The number of people with Alzheimer's disease will triple by 2020 as the baby-boom generation approaches the peak years for getting the degenerative mental condition, researchers said yesterday.
Dr. Claudia Kawas, an associate professor of neurology at the Johns Hopkins School of Medicine, said there will be 14 million Americans with Alzheimer's 2 1/2 decades from now -- compared with 4 million today.
Not only will the post-World War II generation constitute the largest population of senior citizens in U.S. history, but medical advances are allowing people to live longer. With longevity comes a price: a greater likelihood of getting Alzheimer's, a brain disease that depletes memory, reasoning and the ability to bathe, dress and even feed oneself.
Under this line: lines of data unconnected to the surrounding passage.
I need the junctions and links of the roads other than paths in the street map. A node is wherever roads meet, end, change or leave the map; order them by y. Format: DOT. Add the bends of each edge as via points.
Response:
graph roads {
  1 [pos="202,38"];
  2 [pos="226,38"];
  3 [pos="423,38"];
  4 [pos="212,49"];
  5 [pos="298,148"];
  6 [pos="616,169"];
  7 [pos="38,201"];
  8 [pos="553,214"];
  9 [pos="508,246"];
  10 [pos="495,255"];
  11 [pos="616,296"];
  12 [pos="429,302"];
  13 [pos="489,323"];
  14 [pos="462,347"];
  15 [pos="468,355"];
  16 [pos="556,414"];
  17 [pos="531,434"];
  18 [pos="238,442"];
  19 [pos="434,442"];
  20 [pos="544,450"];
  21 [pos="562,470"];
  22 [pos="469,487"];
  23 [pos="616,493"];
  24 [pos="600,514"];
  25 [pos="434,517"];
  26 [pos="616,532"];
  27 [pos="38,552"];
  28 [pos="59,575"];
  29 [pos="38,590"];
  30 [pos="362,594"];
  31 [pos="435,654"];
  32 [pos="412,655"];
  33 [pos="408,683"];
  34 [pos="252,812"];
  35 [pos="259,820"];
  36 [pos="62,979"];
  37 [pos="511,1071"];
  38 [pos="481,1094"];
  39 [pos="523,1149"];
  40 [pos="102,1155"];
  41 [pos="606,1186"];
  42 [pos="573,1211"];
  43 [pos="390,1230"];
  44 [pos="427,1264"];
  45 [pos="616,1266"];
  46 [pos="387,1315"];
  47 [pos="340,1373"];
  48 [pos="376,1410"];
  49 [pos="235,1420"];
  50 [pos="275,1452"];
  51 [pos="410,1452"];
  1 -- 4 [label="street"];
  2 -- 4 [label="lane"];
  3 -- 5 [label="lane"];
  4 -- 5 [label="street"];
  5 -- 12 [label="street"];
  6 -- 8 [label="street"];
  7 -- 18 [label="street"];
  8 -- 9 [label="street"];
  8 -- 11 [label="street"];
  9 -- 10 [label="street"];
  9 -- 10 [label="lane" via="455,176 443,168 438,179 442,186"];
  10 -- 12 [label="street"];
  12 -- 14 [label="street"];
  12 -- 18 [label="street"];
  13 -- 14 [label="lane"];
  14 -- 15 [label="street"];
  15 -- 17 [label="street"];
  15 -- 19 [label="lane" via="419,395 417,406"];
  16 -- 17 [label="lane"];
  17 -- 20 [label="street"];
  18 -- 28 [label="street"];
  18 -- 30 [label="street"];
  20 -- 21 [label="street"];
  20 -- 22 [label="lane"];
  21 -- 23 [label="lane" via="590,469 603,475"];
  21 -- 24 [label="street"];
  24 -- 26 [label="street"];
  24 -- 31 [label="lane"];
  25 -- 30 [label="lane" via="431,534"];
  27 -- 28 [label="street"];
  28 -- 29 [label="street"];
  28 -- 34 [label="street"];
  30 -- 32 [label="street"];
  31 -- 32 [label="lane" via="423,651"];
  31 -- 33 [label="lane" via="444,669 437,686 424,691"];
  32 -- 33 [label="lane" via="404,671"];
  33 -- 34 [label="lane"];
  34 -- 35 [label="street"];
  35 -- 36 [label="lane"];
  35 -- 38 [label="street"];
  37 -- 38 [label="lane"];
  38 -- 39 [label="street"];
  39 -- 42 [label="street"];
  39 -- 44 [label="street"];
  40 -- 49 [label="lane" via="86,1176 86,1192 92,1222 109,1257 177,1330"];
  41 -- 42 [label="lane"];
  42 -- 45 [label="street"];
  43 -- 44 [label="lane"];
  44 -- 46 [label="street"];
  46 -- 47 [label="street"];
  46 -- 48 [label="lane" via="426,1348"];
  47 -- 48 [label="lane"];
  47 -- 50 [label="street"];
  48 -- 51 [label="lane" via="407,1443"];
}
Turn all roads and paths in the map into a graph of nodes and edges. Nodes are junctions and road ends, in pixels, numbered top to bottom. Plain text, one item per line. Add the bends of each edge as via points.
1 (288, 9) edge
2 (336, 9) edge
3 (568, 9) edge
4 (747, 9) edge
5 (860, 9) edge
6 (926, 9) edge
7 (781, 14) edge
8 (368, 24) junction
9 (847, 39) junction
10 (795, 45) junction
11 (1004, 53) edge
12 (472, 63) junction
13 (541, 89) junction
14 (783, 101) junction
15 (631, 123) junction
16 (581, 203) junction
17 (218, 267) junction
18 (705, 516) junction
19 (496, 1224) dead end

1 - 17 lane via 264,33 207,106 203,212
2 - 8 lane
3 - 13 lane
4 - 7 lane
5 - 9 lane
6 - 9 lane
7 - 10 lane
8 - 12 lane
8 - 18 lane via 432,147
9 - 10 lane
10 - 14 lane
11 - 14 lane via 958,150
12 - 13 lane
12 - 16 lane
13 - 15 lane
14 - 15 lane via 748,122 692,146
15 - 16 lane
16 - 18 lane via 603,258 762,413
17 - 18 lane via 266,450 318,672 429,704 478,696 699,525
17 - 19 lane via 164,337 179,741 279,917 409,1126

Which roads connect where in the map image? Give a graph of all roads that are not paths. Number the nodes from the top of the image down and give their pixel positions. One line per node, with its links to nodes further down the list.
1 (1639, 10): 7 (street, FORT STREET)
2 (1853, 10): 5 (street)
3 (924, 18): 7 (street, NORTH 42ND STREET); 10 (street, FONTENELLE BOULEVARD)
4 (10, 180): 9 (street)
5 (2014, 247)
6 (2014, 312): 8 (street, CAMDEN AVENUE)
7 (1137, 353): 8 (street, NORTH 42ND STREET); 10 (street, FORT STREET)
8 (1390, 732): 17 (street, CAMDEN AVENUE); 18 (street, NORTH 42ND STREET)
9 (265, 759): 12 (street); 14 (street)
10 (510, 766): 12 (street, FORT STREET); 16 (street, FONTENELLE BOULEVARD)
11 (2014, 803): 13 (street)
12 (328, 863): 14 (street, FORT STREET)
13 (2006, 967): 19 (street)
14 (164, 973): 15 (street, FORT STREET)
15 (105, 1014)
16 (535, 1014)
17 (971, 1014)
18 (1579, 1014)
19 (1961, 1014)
"The risk of getting Alzheimer's doubles with every five years of age," Dr. Kawas said during a forum at the week-long convention of the American Association for the Advancement of Science, which ended yesterday. Peak years for developing Alzheimer's are 80 to 85.
The trend is likely to place unprecedented demands on the health care system, principally for nursing and custodial care. And because baby boomers are having fewer children than their parents did, the burden on today's youngsters could be great.
But Dr. Kawas and others speaking at the Alzheimer's session said advances in understanding the disease may make it possible to identify people at risk and either postpone the onset of symptoms or ease them once they occur. Drugs now being tested might also be used to manage the disease, just as different medications are now used to manage stroke and heart disease.
Researchers are also beginning to see subtle changes -- such as lower scores on visual memory tests -- that occur many years before classic symptoms of Alzheimer's appear. This could make it possible to intervene with drug therapies 10 or even 20 years before the state that is now recognized as the onset of the disease.
In recent years, researchers have identified four genes that place people at higher risk for Alzheimer's, but none guarantees it. In studies of identical twins, researchers found that one twin had a 40 percent chance of getting the disease if the other already had it.
Individual risk factors have been shown to raise the chances of getting the disease. These include a family history of Alzheimer's, past incidents of head trauma, coronary artery disease and, possibly, being female.
More women get the disease than do men, but the reason is unclear. One explanation is simple: Women survive longer. But hormonal differences may place women at higher risk, Dr. Kawas said.
Some studies seem to suggest that women who take estrogen replacement drugs after menopause also lower their risk of getting Alzheimer's, she said.
Dr. Christopher Ross, an associate professor of psychiatry at Hopkins, said physicians have the tools to treat the emotional symptoms that afflict many patients with Alzheimer's -- the same drugs that are used to treat depression and other psychological symptoms in younger people.
"Unfortunately, this is a devastating and tragic disease," he said. "We can't do much about the course of the disease, but we do have treatments for the emotional symptoms."
Alzheimer's victims often become depressed before they suffer other symptoms. For this reason, emotional disturbances are often the initial reason that patients are admitted to nursing homes.
"We can postpone some nursing home placements" with appropriate use of anti-depressants and other drugs that alter mood, Dr. Ross said.
Depression, which afflicts 38 percent of Alzheimer's patients, is not simply despair over the loss of capacity. Two-thirds of Alzheimer's patients who develop depression have a family history of the mood disorder -- an indication that these patients are genetically predisposed to become depressed.
"The biological changes of Alzheimer's disease brought it out," Dr. Ross said. In contrast, only about 5 percent of the patients who develop depression have no family history whatsoever.
Once depression is eased, an Alzheimer's patient can often live without feeling disturbed about the loss of function, he said.
"Lots of people with Alzheimer's disease are really quite cheerful," he said. "Alzheimer's disease not only interferes with memory but the ability to appreciate their own disability."